[SOURCE MATERIAL]:
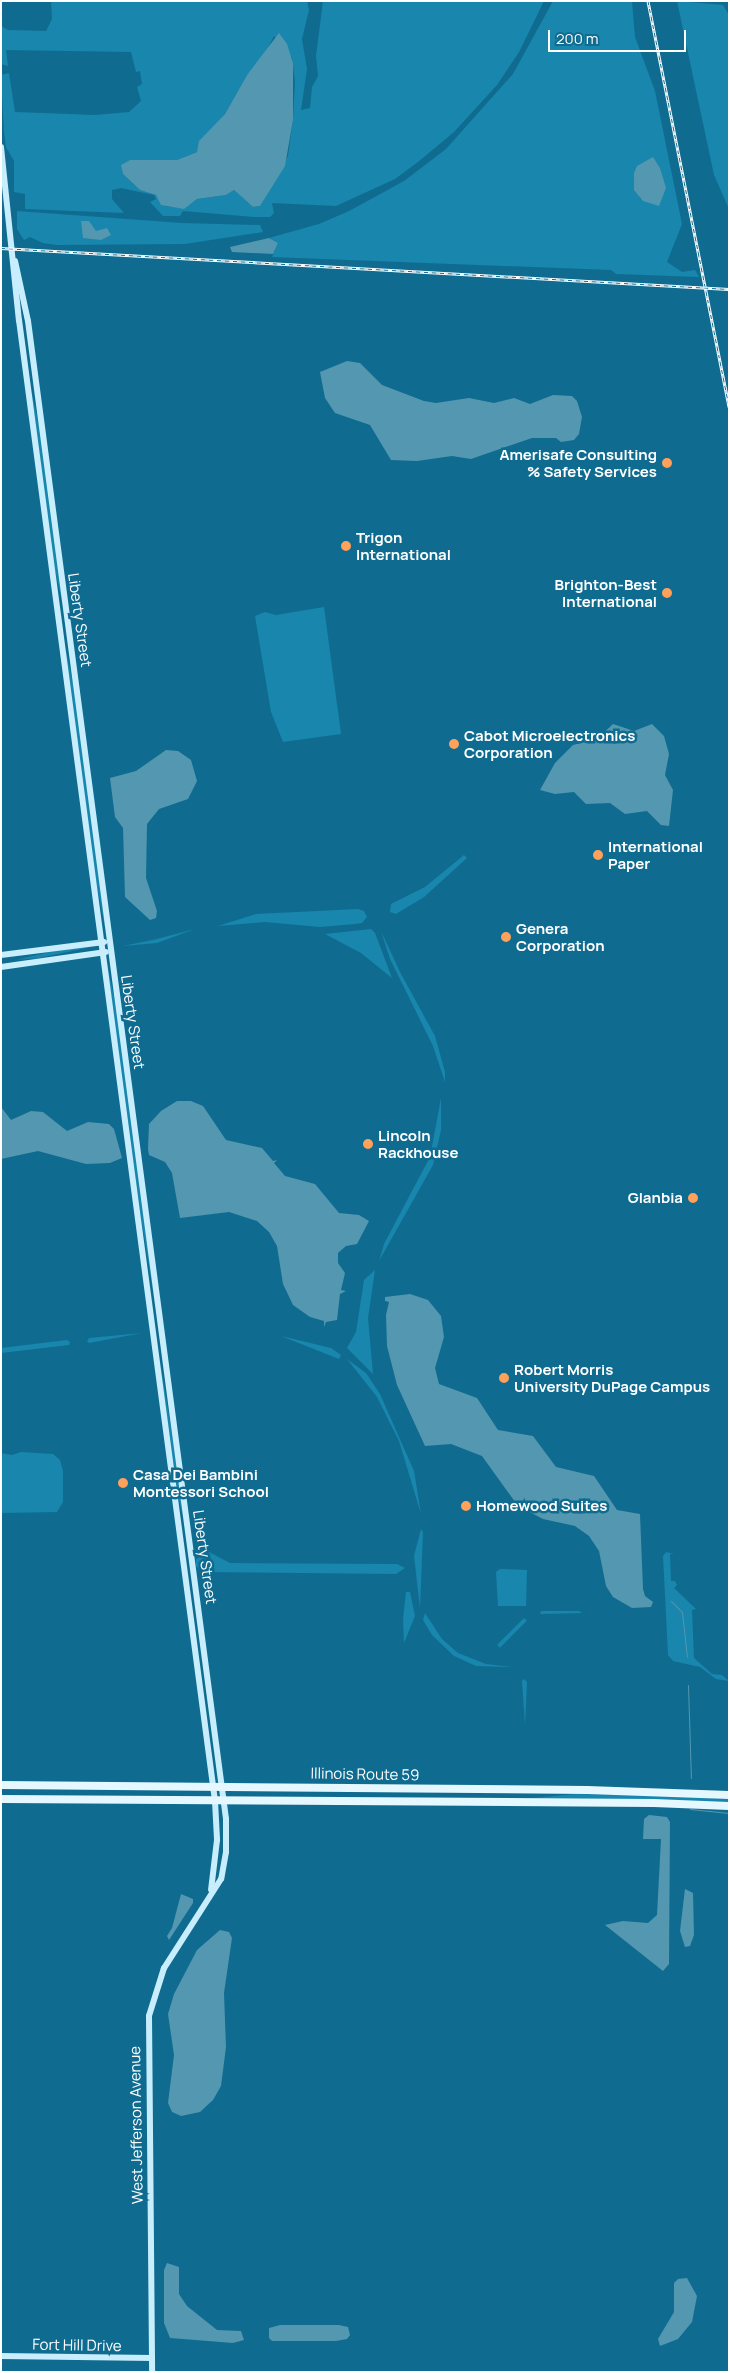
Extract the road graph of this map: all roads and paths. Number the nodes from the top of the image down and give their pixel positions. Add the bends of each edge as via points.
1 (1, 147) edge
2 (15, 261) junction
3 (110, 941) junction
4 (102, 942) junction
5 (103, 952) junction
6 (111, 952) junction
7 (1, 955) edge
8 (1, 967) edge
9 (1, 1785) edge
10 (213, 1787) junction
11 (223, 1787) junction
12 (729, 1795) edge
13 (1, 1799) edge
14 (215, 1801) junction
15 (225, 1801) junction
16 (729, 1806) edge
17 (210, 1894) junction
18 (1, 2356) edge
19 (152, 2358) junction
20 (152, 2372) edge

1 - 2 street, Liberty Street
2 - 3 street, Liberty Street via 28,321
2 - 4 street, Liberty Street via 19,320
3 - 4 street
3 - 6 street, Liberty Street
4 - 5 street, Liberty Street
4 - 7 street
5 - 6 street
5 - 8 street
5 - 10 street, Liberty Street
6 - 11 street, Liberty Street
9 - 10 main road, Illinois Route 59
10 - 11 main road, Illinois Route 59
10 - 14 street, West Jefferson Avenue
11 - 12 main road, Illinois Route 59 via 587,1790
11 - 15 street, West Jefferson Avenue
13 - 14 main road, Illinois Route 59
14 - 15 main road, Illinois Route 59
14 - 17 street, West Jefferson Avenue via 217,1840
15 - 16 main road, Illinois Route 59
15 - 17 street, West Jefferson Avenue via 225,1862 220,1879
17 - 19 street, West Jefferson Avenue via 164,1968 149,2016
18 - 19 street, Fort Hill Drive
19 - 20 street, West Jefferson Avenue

[WHAT IS REQUIRED]: Extract each line from the entries above that contains the string "junction".

[SOLVED PROBLEM]:
2 (15, 261) junction
3 (110, 941) junction
4 (102, 942) junction
5 (103, 952) junction
6 (111, 952) junction
10 (213, 1787) junction
11 (223, 1787) junction
14 (215, 1801) junction
15 (225, 1801) junction
17 (210, 1894) junction
19 (152, 2358) junction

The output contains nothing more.